WASHINGTON (7/10/13)--The Federal Deposit Insurance Corp. and the Office of the Comptroller of the Currency on Tuesday approved interim final rules to implement Basel III regulatory capital reforms in the United States, joining the Federal Reserve, which approved its own final rules earlier this month.
The Basel III changes "will create a stronger, more resilient industry better able to withstand environments of economic stress in the future," FDIC Chairman Martin Gruenberg said.
The international bank rules, which will require banks to hold more capital as a buffer against future financial shocks, do not apply to credit unions in the United States. In general, the Basel III standards are intended to apply to "internationally active" banks, but can be applied to credit unions in other countries as well.

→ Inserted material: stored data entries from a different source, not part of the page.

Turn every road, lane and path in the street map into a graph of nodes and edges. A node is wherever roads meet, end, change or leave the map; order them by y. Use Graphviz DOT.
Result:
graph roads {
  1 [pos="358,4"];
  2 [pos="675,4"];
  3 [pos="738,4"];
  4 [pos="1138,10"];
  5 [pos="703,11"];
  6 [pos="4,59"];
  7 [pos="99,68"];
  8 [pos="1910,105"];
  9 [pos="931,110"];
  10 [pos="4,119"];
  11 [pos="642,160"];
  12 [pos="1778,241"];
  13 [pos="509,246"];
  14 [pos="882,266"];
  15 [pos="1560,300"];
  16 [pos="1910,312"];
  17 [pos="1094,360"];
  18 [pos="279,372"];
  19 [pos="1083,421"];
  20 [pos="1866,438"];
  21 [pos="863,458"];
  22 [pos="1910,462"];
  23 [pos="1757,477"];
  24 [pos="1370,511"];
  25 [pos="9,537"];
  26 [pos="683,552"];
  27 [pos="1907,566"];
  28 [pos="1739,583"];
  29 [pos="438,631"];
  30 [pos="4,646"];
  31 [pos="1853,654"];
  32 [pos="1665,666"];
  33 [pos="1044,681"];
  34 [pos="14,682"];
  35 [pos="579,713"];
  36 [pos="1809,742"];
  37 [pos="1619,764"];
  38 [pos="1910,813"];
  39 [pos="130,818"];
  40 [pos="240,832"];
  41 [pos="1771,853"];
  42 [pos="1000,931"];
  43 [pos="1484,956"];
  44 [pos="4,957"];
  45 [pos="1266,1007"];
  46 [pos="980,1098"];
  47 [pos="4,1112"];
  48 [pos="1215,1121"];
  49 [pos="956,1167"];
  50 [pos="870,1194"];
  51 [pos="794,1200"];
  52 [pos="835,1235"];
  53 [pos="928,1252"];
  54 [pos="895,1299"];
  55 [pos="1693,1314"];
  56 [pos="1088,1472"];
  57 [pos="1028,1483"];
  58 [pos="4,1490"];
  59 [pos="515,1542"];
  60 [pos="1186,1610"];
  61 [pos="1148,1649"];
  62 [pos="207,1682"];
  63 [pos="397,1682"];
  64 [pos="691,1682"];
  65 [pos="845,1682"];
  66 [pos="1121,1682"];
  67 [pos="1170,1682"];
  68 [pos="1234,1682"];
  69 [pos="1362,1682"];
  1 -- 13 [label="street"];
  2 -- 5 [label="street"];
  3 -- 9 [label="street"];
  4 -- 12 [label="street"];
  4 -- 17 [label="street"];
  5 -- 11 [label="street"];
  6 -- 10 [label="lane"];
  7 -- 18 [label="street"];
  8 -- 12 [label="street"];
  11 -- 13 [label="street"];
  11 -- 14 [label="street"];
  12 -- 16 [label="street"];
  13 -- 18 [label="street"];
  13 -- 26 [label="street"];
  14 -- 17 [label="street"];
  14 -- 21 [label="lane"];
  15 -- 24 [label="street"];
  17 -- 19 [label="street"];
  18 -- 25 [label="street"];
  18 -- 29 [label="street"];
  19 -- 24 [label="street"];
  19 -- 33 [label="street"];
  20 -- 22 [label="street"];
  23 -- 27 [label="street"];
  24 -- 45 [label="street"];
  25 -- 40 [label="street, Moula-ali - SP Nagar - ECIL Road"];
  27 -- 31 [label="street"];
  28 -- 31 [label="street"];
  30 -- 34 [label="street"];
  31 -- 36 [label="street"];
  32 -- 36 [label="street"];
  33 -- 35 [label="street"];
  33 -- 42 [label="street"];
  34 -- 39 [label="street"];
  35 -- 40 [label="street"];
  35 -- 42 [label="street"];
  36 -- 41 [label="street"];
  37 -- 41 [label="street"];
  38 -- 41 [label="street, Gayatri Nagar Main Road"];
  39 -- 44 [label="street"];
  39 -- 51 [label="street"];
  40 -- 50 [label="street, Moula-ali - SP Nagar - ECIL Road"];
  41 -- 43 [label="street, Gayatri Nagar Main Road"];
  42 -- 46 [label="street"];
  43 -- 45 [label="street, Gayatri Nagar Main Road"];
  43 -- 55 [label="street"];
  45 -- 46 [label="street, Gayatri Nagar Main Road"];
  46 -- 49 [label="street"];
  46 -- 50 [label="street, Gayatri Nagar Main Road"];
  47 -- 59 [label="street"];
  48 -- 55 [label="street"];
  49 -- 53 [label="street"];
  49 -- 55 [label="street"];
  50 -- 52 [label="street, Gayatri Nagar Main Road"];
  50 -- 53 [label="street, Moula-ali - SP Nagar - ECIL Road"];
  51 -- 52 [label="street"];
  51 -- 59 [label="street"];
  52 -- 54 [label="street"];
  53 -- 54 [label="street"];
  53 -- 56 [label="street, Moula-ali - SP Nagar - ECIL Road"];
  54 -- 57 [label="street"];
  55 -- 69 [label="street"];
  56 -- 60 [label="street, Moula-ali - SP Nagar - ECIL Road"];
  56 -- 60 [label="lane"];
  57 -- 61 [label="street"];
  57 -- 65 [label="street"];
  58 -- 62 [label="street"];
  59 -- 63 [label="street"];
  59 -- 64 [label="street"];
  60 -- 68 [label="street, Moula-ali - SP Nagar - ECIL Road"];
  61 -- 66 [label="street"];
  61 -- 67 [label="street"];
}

Basel III standards for banks in the United States will require common equity of 4.5%. Banks also must hold a 2.5% conservation buffer, which will be gradually introduced, and to increase their Tier 1 levels from 4% to 6%. The rule includes a minimum leverage ratio of 4% for all banking organizations.
The phase-in period for smaller, less complex banking organizations will not begin until January 2015 while the phase-in period for larger institutions begins in January 2014.
The FDIC also approved a joint interagency Notice of Proposed Rulemaking to strengthen the supplementary leverage requirements for large, systemically important financial institutions.